I think that answer is telling. It suggests that, in Buffett’s eyes, there’s more to see. There are some benefits associated with PSR, but there may be some costs as well. As always, Buffett is solely focused on the long-term health of the business. If the management team at BNSF ultimately decides that PSR is right for their business, then they will follow in the footsteps of their peers. The idea that BNSF may be a few years behind in doing so doesn’t seem to bother Buffett.

That perspective seems different to me than what I’ve heard from the most recent UNP conference calls. In my opinion, the analyst community has become obsessed with this idea of reaching a sub-60% (or even sub-55%) operating ratio as soon as possible. That makes sense if your objective is to construct a financial model that justifies higher price targets, but I’m not sure that should be the primary objective for the operator.

As Buffett said, we’ll see how this plays out. Personally, I have faith that the people running BNSF are continuing to make decisions that they believe are in the company’s best interests for the long run. If that ultimately means implementing some version of PSR, then so be it.

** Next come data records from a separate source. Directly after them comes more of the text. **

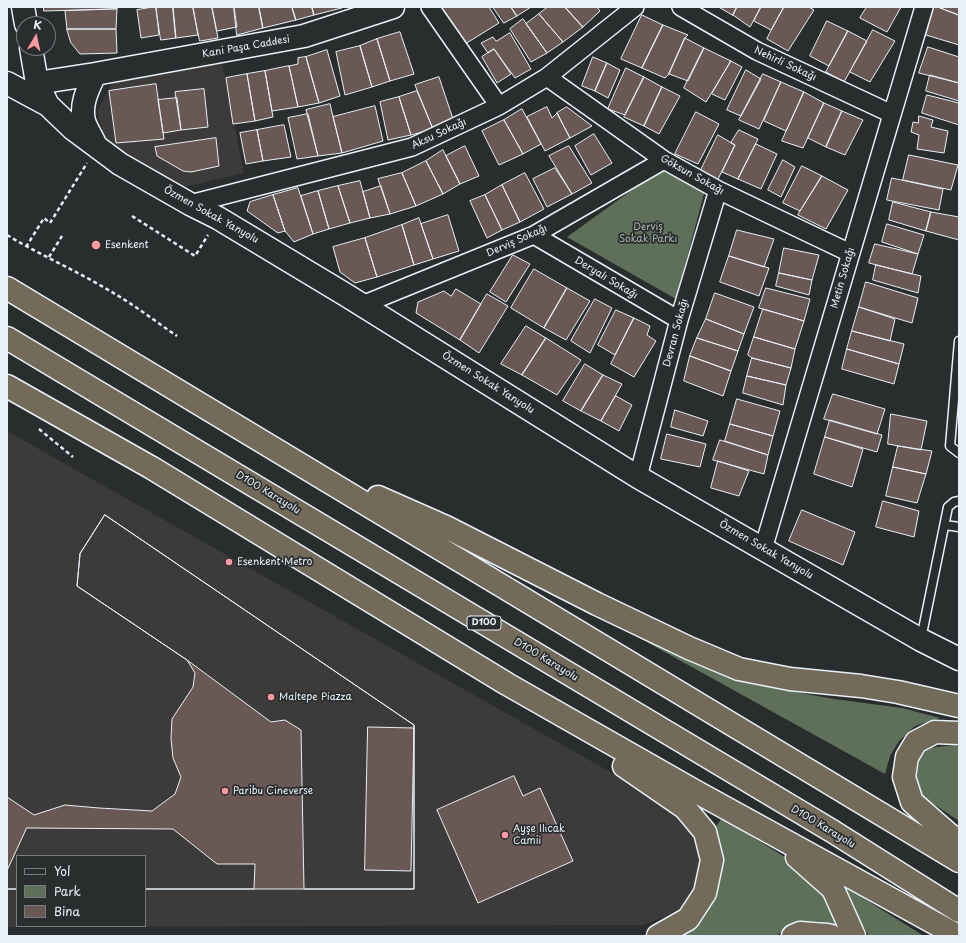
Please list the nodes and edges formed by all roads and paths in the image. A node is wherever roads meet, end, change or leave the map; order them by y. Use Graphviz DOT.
graph roads {
  1 [pos="393,7"];
  2 [pos="430,7"];
  3 [pos="635,7"];
  4 [pos="681,7"];
  5 [pos="924,7"];
  6 [pos="32,56"];
  7 [pos="95,74"];
  8 [pos="547,77"];
  9 [pos="7,83"];
  10 [pos="37,83"];
  11 [pos="48,105"];
  12 [pos="499,106"];
  13 [pos="892,114"];
  14 [pos="97,147"];
  15 [pos="664,160"];
  16 [pos="718,190"];
  17 [pos="190,204"];
  18 [pos="132,216"];
  19 [pos="218,218"];
  20 [pos="534,234"];
  21 [pos="7,235"];
  22 [pos="62,236"];
  23 [pos="26,247"];
  24 [pos="850,253"];
  25 [pos="49,257"];
  26 [pos="7,288"];
  27 [pos="362,305"];
  28 [pos="678,320"];
  29 [pos="177,336"];
  30 [pos="7,338"];
  31 [pos="959,341"];
  32 [pos="7,369"];
  33 [pos="7,386"];
  34 [pos="959,453"];
  35 [pos="296,461"];
  36 [pos="152,468"];
  37 [pos="638,477"];
  38 [pos="959,501"];
  39 [pos="945,525"];
  40 [pos="959,527"];
  41 [pos="764,549"];
  42 [pos="921,640"];
  43 [pos="959,659"];
  44 [pos="507,684"];
  45 [pos="959,706"];
  46 [pos="959,733"];
  47 [pos="693,790"];
  48 [pos="959,843"];
  49 [pos="959,861"];
  50 [pos="959,911"];
  51 [pos="658,936"];
  52 [pos="793,936"];
  53 [pos="831,936"];
  54 [pos="854,936"];
  55 [pos="958,936"];
  1 -- 7 [label="main road, Kani Paşa Caddesi"];
  2 -- 12 [label="street"];
  3 -- 8 [label="street, Aksu Sokağı"];
  4 -- 13 [label="street, Nehirli Sokağı"];
  5 -- 13 [label="street, Metin Sokağı"];
  6 -- 10 [label="main road, Özmen Sokak Yanyolu"];
  7 -- 10 [label="main road, Kani Paşa Caddesi"];
  7 -- 14 [label="main road"];
  8 -- 12 [label="street, Aksu Sokağı"];
  8 -- 15 [label="street, Göksun Sokağı"];
  9 -- 11 [label="main road"];
  10 -- 11 [label="main road, Özmen Sokak Yanyolu"];
  11 -- 14 [label="main road, Özmen Sokak Yanyolu"];
  12 -- 17 [label="street, Aksu Sokağı"];
  13 -- 24 [label="street, Metin Sokağı"];
  14 -- 17 [label="main road, Özmen Sokak Yanyolu"];
  14 -- 23 [label="path"];
  15 -- 16 [label="street, Göksun Sokağı"];
  15 -- 20 [label="street, Derviş Sokağı"];
  16 -- 24 [label="street, Göksun Sokağı"];
  16 -- 28 [label="street, Devran Sokağı"];
  17 -- 19 [label="main road, Özmen Sokak Yanyolu"];
  18 -- 19 [label="path"];
  19 -- 27 [label="main road, Özmen Sokak Yanyolu"];
  20 -- 27 [label="street, Derviş Sokağı"];
  20 -- 28 [label="street, Deryalı Sokağı"];
  21 -- 23 [label="path"];
  22 -- 25 [label="path"];
  23 -- 25 [label="path"];
  24 -- 41 [label="street, Metin Sokağı"];
  25 -- 29 [label="path"];
  26 -- 35 [label="highway"];
  27 -- 37 [label="main road, Özmen Sokak Yanyolu"];
  28 -- 37 [label="street, Devran Sokağı"];
  30 -- 50 [label="highway, D100 Karayolu / D100"];
  31 -- 34 [label="lane"];
  32 -- 36 [label="highway"];
  33 -- 36 [label="highway"];
  35 -- 45 [label="highway"];
  35 -- 49 [label="highway"];
  36 -- 44 [label="highway"];
  37 -- 41 [label="main road, Özmen Sokak Yanyolu"];
  38 -- 39 [label="lane"];
  39 -- 40 [label="lane"];
  39 -- 42 [label="lane"];
  41 -- 42 [label="main road, Özmen Sokak Yanyolu"];
  42 -- 43 [label="main road, Özmen Sokak Yanyolu"];
  44 -- 47 [label="highway"];
  44 -- 51 [label="highway"];
  46 -- 48 [label="highway"];
  47 -- 54 [label="highway"];
  47 -- 55 [label="highway"];
  52 -- 53 [label="highway"];
}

I’ll let Buffett have the last word (quote from the 2019 shareholder meeting):

“We are not above copying anything that is successful. And I think that there’s been a good deal that’s been learned by watching these four railroads… if we think we can serve our customers well and get more efficient in the process, we will adopt whatever we observe. We don’t have to do it today or tomorrow, but we do have to find something that gets at least equal, and hopefully better, customer satisfaction and that makes our railroad more efficient. And from the actions of these other four railroads, there’s been growing evidence that we can learn something from what they do.”